▶ Work instruction
Every line of the material that mentions the word "graph" should be copied out.

══════════════════════════════

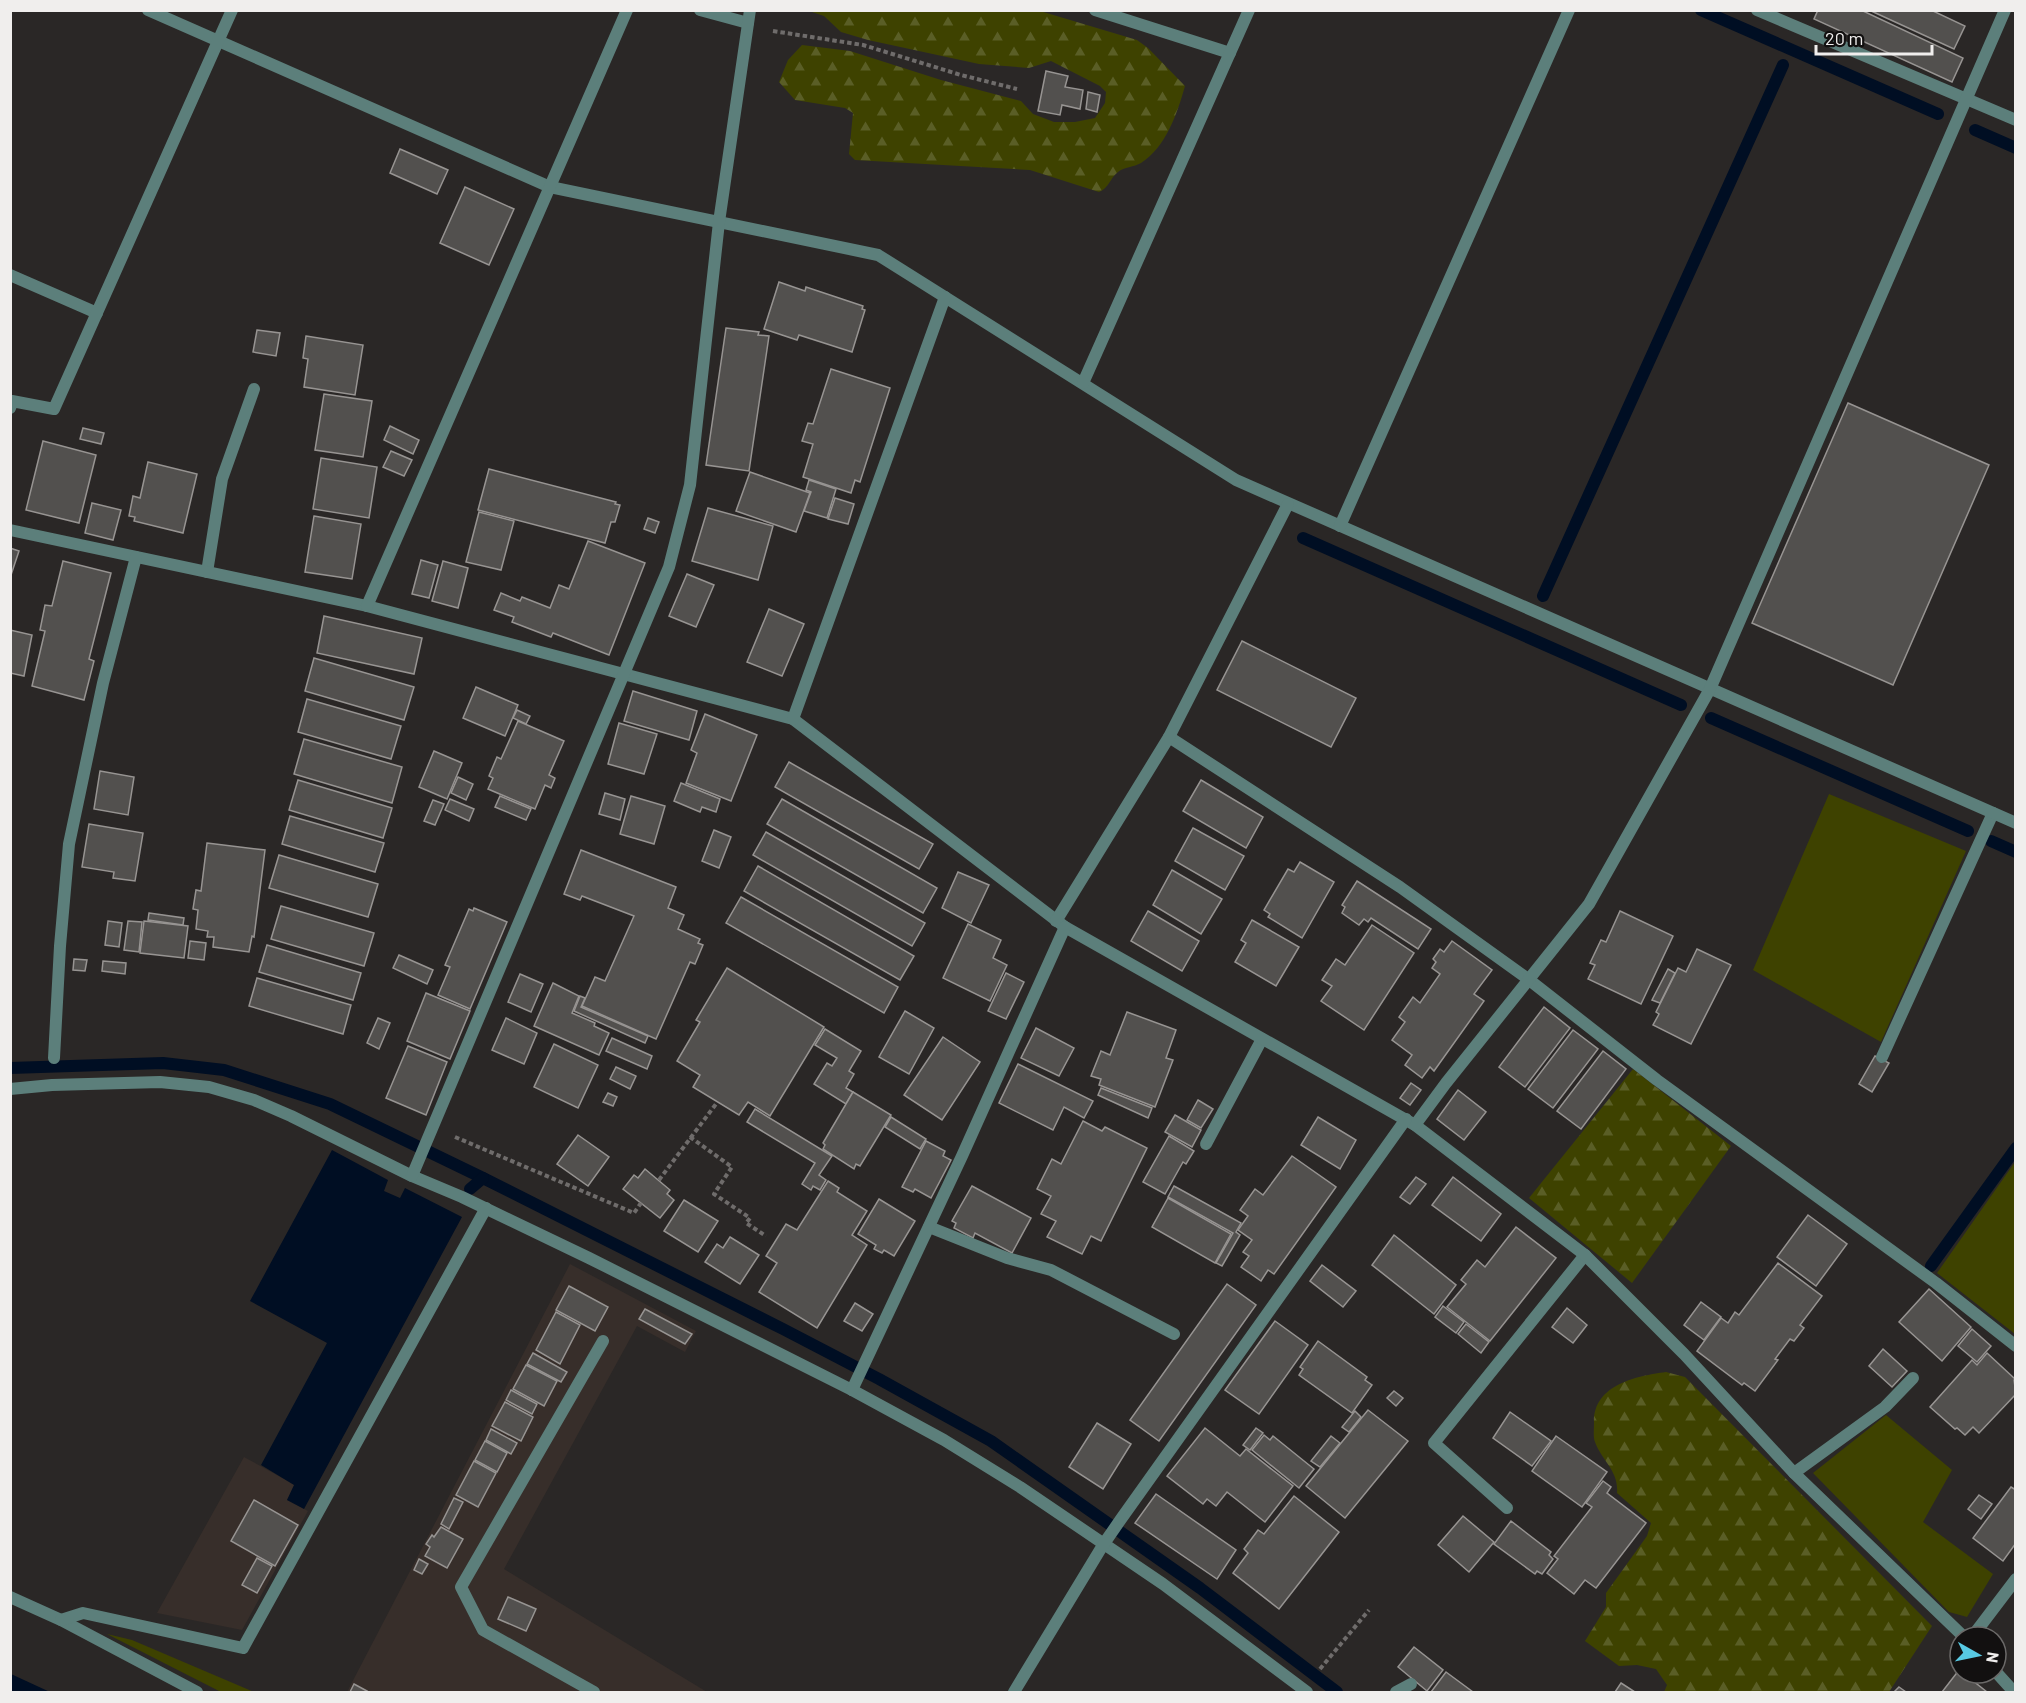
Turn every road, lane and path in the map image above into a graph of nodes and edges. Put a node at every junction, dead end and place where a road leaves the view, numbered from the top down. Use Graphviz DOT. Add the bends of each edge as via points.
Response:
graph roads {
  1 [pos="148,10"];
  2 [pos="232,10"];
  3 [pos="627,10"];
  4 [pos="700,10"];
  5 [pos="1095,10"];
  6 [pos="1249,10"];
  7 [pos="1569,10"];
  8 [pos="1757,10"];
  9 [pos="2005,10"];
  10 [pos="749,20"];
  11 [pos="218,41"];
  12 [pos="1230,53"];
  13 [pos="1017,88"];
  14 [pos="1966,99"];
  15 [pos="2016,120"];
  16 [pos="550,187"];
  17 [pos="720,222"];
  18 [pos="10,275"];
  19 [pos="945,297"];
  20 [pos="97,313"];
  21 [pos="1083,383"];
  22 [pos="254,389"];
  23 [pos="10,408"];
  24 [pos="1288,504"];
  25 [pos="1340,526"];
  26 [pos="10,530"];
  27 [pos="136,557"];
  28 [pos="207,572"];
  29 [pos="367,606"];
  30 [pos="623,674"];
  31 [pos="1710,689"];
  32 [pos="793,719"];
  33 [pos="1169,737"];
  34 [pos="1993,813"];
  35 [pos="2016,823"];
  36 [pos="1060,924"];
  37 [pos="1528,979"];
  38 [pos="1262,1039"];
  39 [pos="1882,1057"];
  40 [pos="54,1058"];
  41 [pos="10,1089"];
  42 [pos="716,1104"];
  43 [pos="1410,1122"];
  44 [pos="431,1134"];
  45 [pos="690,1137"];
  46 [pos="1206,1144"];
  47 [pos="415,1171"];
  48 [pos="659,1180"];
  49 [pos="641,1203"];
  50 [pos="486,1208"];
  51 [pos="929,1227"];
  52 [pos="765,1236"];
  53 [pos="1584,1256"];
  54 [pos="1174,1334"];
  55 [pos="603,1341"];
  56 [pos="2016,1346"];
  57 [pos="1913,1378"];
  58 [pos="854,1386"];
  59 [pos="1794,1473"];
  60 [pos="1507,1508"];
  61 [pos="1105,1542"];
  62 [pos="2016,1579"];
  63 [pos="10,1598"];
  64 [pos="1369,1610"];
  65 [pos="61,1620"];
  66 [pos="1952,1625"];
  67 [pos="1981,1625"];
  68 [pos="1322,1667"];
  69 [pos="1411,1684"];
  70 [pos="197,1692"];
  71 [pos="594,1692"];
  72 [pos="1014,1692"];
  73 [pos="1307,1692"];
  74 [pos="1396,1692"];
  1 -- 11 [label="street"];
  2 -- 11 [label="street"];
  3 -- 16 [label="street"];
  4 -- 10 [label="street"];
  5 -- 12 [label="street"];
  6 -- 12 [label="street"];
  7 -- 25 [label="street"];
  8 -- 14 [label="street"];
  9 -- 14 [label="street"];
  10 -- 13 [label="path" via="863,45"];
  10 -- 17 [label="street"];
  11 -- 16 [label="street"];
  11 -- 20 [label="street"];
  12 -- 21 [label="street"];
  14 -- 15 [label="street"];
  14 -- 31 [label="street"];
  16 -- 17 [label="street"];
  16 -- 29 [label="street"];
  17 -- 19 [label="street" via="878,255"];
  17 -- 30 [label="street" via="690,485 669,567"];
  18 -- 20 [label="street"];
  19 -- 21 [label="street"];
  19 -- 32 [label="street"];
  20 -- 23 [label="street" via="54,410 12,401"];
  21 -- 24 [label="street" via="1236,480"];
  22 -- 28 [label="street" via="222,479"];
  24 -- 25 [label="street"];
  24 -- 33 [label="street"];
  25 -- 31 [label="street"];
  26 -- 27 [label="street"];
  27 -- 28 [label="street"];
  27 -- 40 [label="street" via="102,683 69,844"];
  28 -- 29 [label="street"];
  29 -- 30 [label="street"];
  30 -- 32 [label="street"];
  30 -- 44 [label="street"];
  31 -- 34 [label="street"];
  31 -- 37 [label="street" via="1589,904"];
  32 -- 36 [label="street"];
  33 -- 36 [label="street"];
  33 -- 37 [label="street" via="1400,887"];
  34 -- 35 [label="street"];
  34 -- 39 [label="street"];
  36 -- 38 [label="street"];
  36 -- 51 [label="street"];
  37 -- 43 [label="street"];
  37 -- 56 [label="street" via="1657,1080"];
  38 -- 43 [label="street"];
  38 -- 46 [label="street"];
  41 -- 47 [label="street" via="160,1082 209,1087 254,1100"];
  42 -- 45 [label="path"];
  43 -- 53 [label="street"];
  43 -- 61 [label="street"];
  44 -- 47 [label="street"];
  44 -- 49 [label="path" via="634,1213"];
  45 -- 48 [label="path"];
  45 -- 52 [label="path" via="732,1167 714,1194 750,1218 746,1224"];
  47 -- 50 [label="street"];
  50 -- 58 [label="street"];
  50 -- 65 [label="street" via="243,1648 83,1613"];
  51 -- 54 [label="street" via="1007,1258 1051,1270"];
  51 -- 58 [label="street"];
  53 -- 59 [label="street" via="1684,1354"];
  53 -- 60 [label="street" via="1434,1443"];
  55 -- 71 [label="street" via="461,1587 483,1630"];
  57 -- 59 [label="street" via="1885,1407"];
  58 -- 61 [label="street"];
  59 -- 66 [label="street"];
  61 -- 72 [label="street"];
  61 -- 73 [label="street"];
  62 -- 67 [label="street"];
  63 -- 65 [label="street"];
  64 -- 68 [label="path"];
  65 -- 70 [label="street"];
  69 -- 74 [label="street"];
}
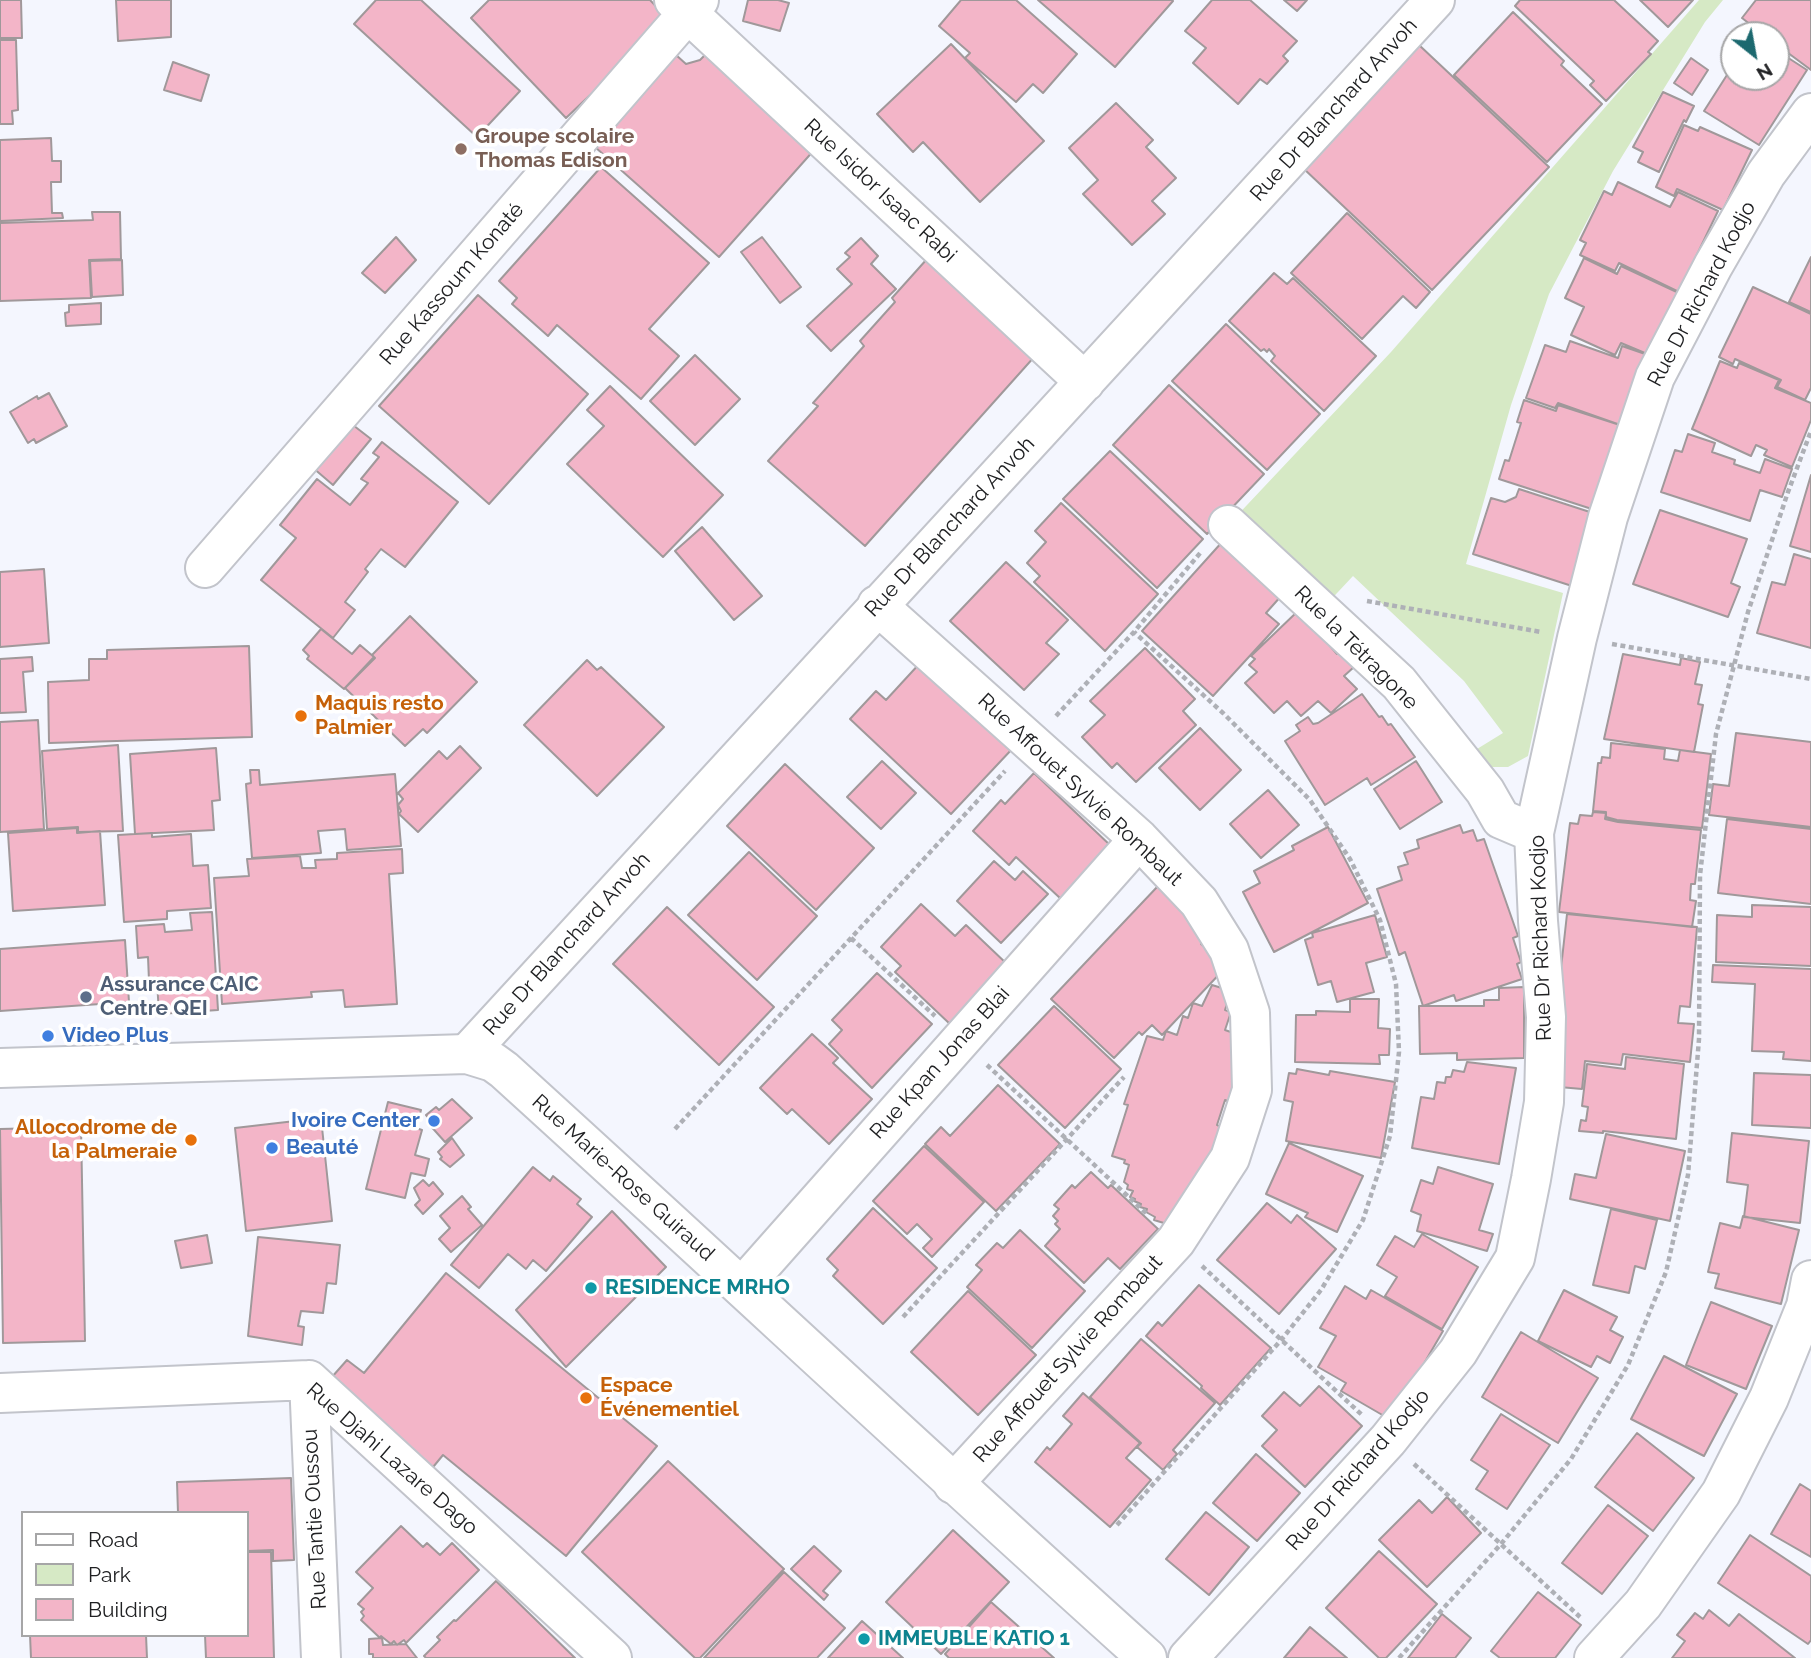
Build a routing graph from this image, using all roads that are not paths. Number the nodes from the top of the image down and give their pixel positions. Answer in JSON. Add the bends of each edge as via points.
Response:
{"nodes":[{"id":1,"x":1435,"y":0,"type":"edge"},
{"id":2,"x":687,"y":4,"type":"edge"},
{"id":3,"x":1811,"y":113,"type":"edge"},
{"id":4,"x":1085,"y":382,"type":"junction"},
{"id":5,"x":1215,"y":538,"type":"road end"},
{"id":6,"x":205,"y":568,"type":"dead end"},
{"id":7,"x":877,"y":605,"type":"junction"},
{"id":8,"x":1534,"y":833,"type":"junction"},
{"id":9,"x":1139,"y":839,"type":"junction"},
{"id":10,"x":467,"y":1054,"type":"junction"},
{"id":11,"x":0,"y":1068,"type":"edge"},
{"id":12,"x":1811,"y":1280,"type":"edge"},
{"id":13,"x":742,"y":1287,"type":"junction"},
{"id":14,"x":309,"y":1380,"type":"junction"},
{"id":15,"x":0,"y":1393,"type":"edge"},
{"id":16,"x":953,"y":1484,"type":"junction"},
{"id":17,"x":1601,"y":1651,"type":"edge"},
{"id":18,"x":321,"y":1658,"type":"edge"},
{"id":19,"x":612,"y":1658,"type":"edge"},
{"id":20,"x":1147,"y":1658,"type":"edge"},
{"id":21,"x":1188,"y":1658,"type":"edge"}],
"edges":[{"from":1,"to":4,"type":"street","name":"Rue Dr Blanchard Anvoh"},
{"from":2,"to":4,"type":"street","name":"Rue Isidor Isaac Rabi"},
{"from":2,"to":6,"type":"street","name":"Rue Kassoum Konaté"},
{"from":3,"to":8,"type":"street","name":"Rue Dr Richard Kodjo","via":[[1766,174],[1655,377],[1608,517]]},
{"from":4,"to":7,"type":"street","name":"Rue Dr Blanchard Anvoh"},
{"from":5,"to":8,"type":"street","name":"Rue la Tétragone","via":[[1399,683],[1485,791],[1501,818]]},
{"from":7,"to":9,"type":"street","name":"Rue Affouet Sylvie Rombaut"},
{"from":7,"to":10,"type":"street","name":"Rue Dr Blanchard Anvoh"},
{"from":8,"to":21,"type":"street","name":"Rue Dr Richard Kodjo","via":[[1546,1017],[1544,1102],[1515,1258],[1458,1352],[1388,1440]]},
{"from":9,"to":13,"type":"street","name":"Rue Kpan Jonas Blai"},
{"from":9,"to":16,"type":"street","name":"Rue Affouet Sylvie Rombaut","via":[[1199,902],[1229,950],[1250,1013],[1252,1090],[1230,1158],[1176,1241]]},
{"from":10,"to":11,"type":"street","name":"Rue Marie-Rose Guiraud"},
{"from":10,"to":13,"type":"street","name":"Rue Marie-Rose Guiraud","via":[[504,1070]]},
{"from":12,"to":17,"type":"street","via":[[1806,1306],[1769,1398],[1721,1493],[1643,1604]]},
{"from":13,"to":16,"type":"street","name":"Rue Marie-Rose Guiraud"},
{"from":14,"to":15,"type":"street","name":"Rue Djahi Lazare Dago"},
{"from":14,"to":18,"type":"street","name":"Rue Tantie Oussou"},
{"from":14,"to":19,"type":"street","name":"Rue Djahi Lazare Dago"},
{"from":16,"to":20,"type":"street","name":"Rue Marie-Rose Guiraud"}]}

══════════════════════════════

▶ Task output
Turn every road, lane and path in the map image above into a graph of nodes and edges. Put a node at every junction, dead end and place where a road leaves the view, numbered from the top down. Use Graphviz DOT. Add the bends of each edge as via points.
graph roads {
Build a routing graph from this image, using all roads that are not paths. Number the nodes from the top of the image down and give their pixel positions. Answer in JSON. Add the bends of each edge as via points.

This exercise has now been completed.